Okay, I’ve been having some interesting conversations on and offline about what boils down to engineering epistemology and identity. Of course, that’s my research area, so I dig it. And I want to start having a bigger conversation about if there’s anything particularly indelible or inherent about “engineers” or “engineering.” But first I want to throw open the comment doors, and see what your thoughts or beliefs are about engineers’ place in the world – how they construct themselves, how they reproduce or resist disciplinary narratives about engineering, why they may be more prone to believe in intelligent design (or not) or that all problems can be solved, or why they might think that they are trained to solve social problems. Let’s have a philosophical discussion about what seems to have been a part of engineering in the past, and think about whether it’s (as it were) a necessary thing for defining engineering in the future.

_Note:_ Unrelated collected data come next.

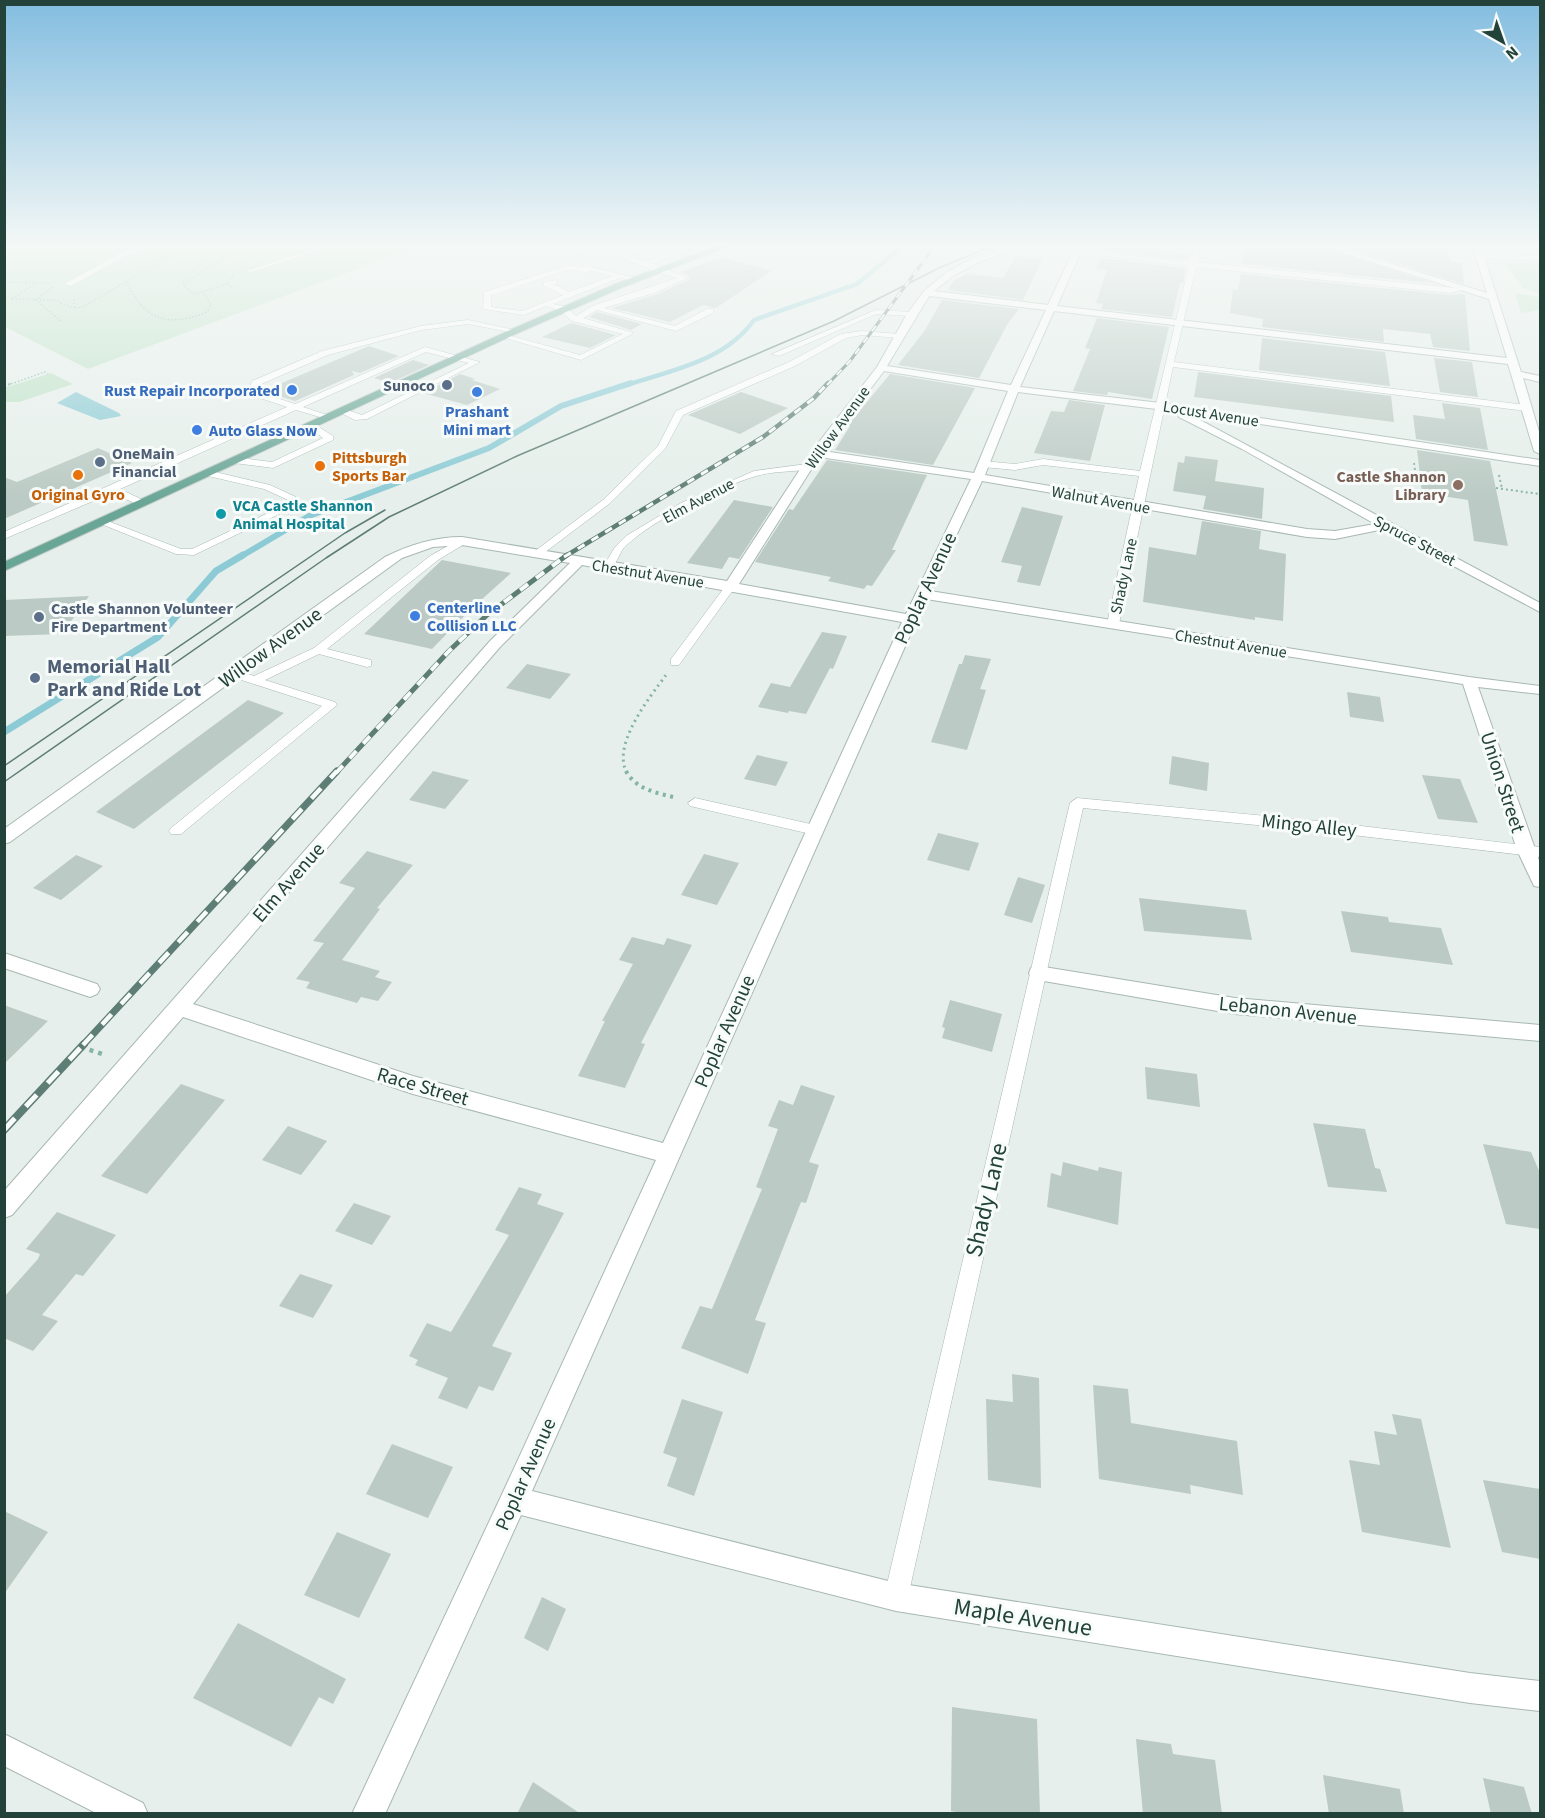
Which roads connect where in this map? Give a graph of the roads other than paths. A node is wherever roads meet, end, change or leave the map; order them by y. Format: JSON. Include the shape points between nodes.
{"nodes":[{"id":1,"x":410,"y":332,"type":"edge"},
{"id":2,"x":511,"y":332,"type":"edge"},
{"id":3,"x":597,"y":332,"type":"edge"},
{"id":4,"x":827,"y":332,"type":"edge"},
{"id":5,"x":901,"y":332,"type":"edge"},
{"id":6,"x":1039,"y":332,"type":"edge"},
{"id":7,"x":1178,"y":332,"type":"edge"},
{"id":8,"x":1255,"y":332,"type":"edge"},
{"id":9,"x":1504,"y":332,"type":"edge"},
{"id":10,"x":392,"y":335,"type":"junction"},
{"id":11,"x":503,"y":336,"type":"junction"},
{"id":12,"x":899,"y":336,"type":"junction"},
{"id":13,"x":417,"y":345,"type":"junction"},
{"id":14,"x":776,"y":354,"type":"dead end"},
{"id":15,"x":459,"y":357,"type":"junction"},
{"id":16,"x":1513,"y":362,"type":"junction"},
{"id":17,"x":1172,"y":364,"type":"junction"},
{"id":18,"x":880,"y":368,"type":"junction"},
{"id":19,"x":1516,"y":374,"type":"junction"},
{"id":20,"x":1540,"y":379,"type":"edge"},
{"id":21,"x":1014,"y":389,"type":"junction"},
{"id":22,"x":384,"y":391,"type":"junction"},
{"id":23,"x":405,"y":397,"type":"junction"},
{"id":24,"x":1161,"y":406,"type":"junction"},
{"id":25,"x":293,"y":407,"type":"junction"},
{"id":26,"x":1526,"y":408,"type":"junction"},
{"id":27,"x":341,"y":411,"type":"junction"},
{"id":28,"x":327,"y":418,"type":"junction"},
{"id":29,"x":311,"y":425,"type":"junction"},
{"id":30,"x":1540,"y":451,"type":"edge"},
{"id":31,"x":816,"y":453,"type":"junction"},
{"id":32,"x":234,"y":460,"type":"junction"},
{"id":33,"x":1540,"y":463,"type":"edge"},
{"id":34,"x":807,"y":467,"type":"junction"},
{"id":35,"x":981,"y":470,"type":"junction"},
{"id":36,"x":207,"y":473,"type":"junction"},
{"id":37,"x":1145,"y":474,"type":"junction"},
{"id":38,"x":112,"y":489,"type":"junction"},
{"id":39,"x":142,"y":503,"type":"junction"},
{"id":40,"x":1137,"y":506,"type":"junction"},
{"id":41,"x":101,"y":522,"type":"junction"},
{"id":42,"x":1386,"y":525,"type":"junction"},
{"id":43,"x":4,"y":536,"type":"edge"},
{"id":44,"x":462,"y":541,"type":"junction"},
{"id":45,"x":536,"y":554,"type":"junction"},
{"id":46,"x":389,"y":560,"type":"joint"},
{"id":47,"x":578,"y":562,"type":"junction"},
{"id":48,"x":4,"y":567,"type":"edge"},
{"id":49,"x":608,"y":567,"type":"junction"},
{"id":50,"x":731,"y":586,"type":"junction"},
{"id":51,"x":922,"y":594,"type":"junction"},
{"id":52,"x":1540,"y":608,"type":"edge"},
{"id":53,"x":910,"y":619,"type":"junction"},
{"id":54,"x":1113,"y":624,"type":"junction"},
{"id":55,"x":318,"y":650,"type":"junction"},
{"id":56,"x":675,"y":662,"type":"road end"},
{"id":57,"x":367,"y":663,"type":"dead end"},
{"id":58,"x":233,"y":673,"type":"junction"},
{"id":59,"x":255,"y":680,"type":"junction"},
{"id":60,"x":1469,"y":681,"type":"junction"},
{"id":61,"x":1540,"y":690,"type":"edge"},
{"id":62,"x":695,"y":803,"type":"road end"},
{"id":63,"x":1077,"y":803,"type":"joint"},
{"id":64,"x":815,"y":830,"type":"junction"},
{"id":65,"x":176,"y":831,"type":"dead end"},
{"id":66,"x":4,"y":838,"type":"edge"},
{"id":67,"x":1533,"y":851,"type":"edge"},
{"id":68,"x":1540,"y":881,"type":"edge"},
{"id":69,"x":4,"y":960,"type":"edge"},
{"id":70,"x":1038,"y":973,"type":"junction"},
{"id":71,"x":90,"y":988,"type":"dead end"},
{"id":72,"x":180,"y":1008,"type":"junction"},
{"id":73,"x":1540,"y":1033,"type":"edge"},
{"id":74,"x":668,"y":1154,"type":"junction"},
{"id":75,"x":4,"y":1208,"type":"edge"},
{"id":76,"x":514,"y":1500,"type":"junction"},
{"id":77,"x":896,"y":1597,"type":"junction"},
{"id":78,"x":1540,"y":1696,"type":"edge"},
{"id":79,"x":4,"y":1749,"type":"edge"},
{"id":80,"x":132,"y":1814,"type":"edge"},
{"id":81,"x":368,"y":1814,"type":"edge"}],
"edges":[{"from":1,"to":10,"type":"lane"},
{"from":2,"to":11,"type":"main road"},
{"from":3,"to":11,"type":"lane","via":[[626,341],[598,356],[581,358]]},
{"from":4,"to":14,"type":"lane"},
{"from":5,"to":12,"type":"street","name":"Willow Avenue"},
{"from":6,"to":21,"type":"street","name":"Poplar Avenue"},
{"from":7,"to":17,"type":"lane","name":"Shady Lane"},
{"from":8,"to":16,"type":"street"},
{"from":9,"to":16,"type":"street"},
{"from":10,"to":13,"type":"lane"},
{"from":10,"to":25,"type":"lane","via":[[324,353],[255,383],[251,392]]},
{"from":11,"to":15,"type":"main road"},
{"from":12,"to":18,"type":"street","name":"Willow Avenue"},
{"from":12,"to":45,"type":"lane","via":[[844,336],[792,364],[679,413],[662,447],[606,502]]},
{"from":13,"to":15,"type":"lane"},
{"from":13,"to":25,"type":"lane"},
{"from":15,"to":22,"type":"main road"},
{"from":15,"to":23,"type":"lane","via":[[476,362]]},
{"from":16,"to":19,"type":"street"},
{"from":17,"to":24,"type":"lane","name":"Shady Lane"},
{"from":17,"to":26,"type":"lane"},
{"from":18,"to":21,"type":"street","name":"Locust Avenue"},
{"from":18,"to":31,"type":"street","name":"Willow Avenue"},
{"from":19,"to":20,"type":"street"},
{"from":19,"to":26,"type":"street"},
{"from":21,"to":24,"type":"street","name":"Locust Avenue"},
{"from":21,"to":35,"type":"street","name":"Poplar Avenue"},
{"from":22,"to":23,"type":"lane"},
{"from":22,"to":27,"type":"main road"},
{"from":23,"to":27,"type":"lane","via":[[364,417]]},
{"from":24,"to":33,"type":"street","name":"Locust Avenue"},
{"from":24,"to":37,"type":"lane","name":"Shady Lane"},
{"from":24,"to":42,"type":"street","name":"Spruce Street","via":[[1246,447]]},
{"from":25,"to":28,"type":"lane"},
{"from":25,"to":38,"type":"lane"},
{"from":26,"to":30,"type":"street"},
{"from":27,"to":28,"type":"main road"},
{"from":28,"to":29,"type":"main road"},
{"from":29,"to":32,"type":"main road"},
{"from":29,"to":32,"type":"lane","via":[[330,438],[273,465]]},
{"from":31,"to":34,"type":"street","name":"Willow Avenue"},
{"from":31,"to":35,"type":"street","name":"Walnut Avenue"},
{"from":32,"to":36,"type":"main road"},
{"from":34,"to":49,"type":"lane","name":"Elm Avenue","via":[[758,472],[711,491],[635,534],[620,546]]},
{"from":34,"to":50,"type":"street","name":"Willow Avenue"},
{"from":35,"to":37,"type":"lane","via":[[1043,462]]},
{"from":35,"to":40,"type":"street","name":"Walnut Avenue"},
{"from":35,"to":51,"type":"street","name":"Poplar Avenue"},
{"from":36,"to":39,"type":"main road"},
{"from":36,"to":41,"type":"lane","via":[[267,487],[293,499],[291,506],[194,552],[180,552]]},
{"from":37,"to":40,"type":"lane","name":"Shady Lane"},
{"from":38,"to":39,"type":"lane"},
{"from":38,"to":43,"type":"lane"},
{"from":39,"to":41,"type":"main road"},
{"from":40,"to":42,"type":"street","name":"Walnut Avenue","via":[[1307,533],[1335,535]]},
{"from":40,"to":54,"type":"lane","name":"Shady Lane"},
{"from":41,"to":48,"type":"main road"},
{"from":42,"to":52,"type":"street","name":"Spruce Street"},
{"from":44,"to":45,"type":"street","name":"Chestnut Avenue"},
{"from":44,"to":46,"type":"street","name":"Chestnut Avenue","via":[[432,543]]},
{"from":44,"to":55,"type":"lane","via":[[434,558]]},
{"from":45,"to":47,"type":"street","name":"Chestnut Avenue"},
{"from":46,"to":58,"type":"street","name":"Willow Avenue"},
{"from":47,"to":49,"type":"street","name":"Chestnut Avenue"},
{"from":47,"to":72,"type":"street","name":"Elm Avenue","via":[[495,644]]},
{"from":49,"to":50,"type":"street","name":"Chestnut Avenue"},
{"from":50,"to":53,"type":"street","name":"Chestnut Avenue"},
{"from":50,"to":56,"type":"lane"},
{"from":51,"to":53,"type":"street","name":"Poplar Avenue"},
{"from":51,"to":54,"type":"street","name":"Chestnut Avenue"},
{"from":53,"to":64,"type":"street","name":"Poplar Avenue"},
{"from":54,"to":60,"type":"street","name":"Chestnut Avenue"},
{"from":55,"to":57,"type":"lane"},
{"from":55,"to":59,"type":"lane"},
{"from":58,"to":59,"type":"lane"},
{"from":58,"to":66,"type":"street","name":"Willow Avenue"},
{"from":59,"to":65,"type":"lane","via":[[331,705]]},
{"from":60,"to":61,"type":"street","name":"Chestnut Avenue"},
{"from":60,"to":67,"type":"street","name":"Union Street"},
{"from":62,"to":64,"type":"lane"},
{"from":63,"to":67,"type":"lane","name":"Mingo Alley"},
{"from":63,"to":70,"type":"lane","name":"Shady Lane"},
{"from":64,"to":74,"type":"street","name":"Poplar Avenue"},
{"from":67,"to":68,"type":"street","name":"Union Street"},
{"from":69,"to":71,"type":"street"},
{"from":70,"to":73,"type":"street","name":"Lebanon Avenue","via":[[1235,1006]]},
{"from":70,"to":77,"type":"lane","name":"Shady Lane"},
{"from":72,"to":74,"type":"street","name":"Race Street","via":[[413,1085]]},
{"from":72,"to":75,"type":"street","name":"Elm Avenue"},
{"from":74,"to":76,"type":"street","name":"Poplar Avenue"},
{"from":76,"to":77,"type":"street","name":"Maple Avenue"},
{"from":76,"to":81,"type":"street","name":"Poplar Avenue"},
{"from":77,"to":78,"type":"street","name":"Maple Avenue"},
{"from":79,"to":80,"type":"street"}]}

However, three rules for the comments: keep it constructive (no dissing the stupid-ass engineers you went to school with, for example), keep it focused on the topic, and keep it specific (no blanket statements unless you can back ‘em up, in other words). Please. Or you risk me deleting you with with my deleting wand.

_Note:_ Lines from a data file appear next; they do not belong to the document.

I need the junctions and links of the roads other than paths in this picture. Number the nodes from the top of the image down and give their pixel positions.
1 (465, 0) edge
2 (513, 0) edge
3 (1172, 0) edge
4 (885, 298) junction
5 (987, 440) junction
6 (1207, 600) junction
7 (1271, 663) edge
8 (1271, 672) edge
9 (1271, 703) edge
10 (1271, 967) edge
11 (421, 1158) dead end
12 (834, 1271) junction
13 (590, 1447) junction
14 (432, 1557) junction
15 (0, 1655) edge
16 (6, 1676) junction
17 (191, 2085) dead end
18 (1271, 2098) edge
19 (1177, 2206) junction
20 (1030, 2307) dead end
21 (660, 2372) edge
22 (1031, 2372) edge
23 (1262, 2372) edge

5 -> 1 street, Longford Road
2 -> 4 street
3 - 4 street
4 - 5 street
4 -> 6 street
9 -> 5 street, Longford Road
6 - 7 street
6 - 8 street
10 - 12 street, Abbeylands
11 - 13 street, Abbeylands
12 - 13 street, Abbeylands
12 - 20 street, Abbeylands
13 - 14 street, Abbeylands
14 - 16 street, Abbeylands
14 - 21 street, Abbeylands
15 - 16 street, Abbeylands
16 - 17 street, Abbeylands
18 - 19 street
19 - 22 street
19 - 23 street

To start things off: I’ve been reading Layton’s Revolt of the Engineers: Social Responsibility and the American Engineering Profession, and he talks about how engineering as a profession developed rapidly during the Progressive Era. He talks about how engineers talked about themselves as the best people to solve social problems because they believed themselves to have the rational tools for dissecting any problems and coming up with solutions. I see this philosophy still in engineering education today – engineering as the Enlightenment, engineer as the hero (and a gendered one at that) – when engineers (students, instructors) dismiss the knowledge of the social scientists and humanists as irrelevant to their understanding of issues in, for example, service learning design projects. I don’t think this has to be a part of engineering for the future, though. How can we change this attitude?
Or another thought: maybe engineers are really activists at heart, as what they want to do is change things, to solve problems. But engineers seem to be a pretty conservative bunch overall (did you know Hoover was an engineer?), and anti-union to boot. Why the apparent contradiction?
Whaddaya think? Or will this kill the comments?
Note: title corrected thanks to Elf Eye. Oops, sorry!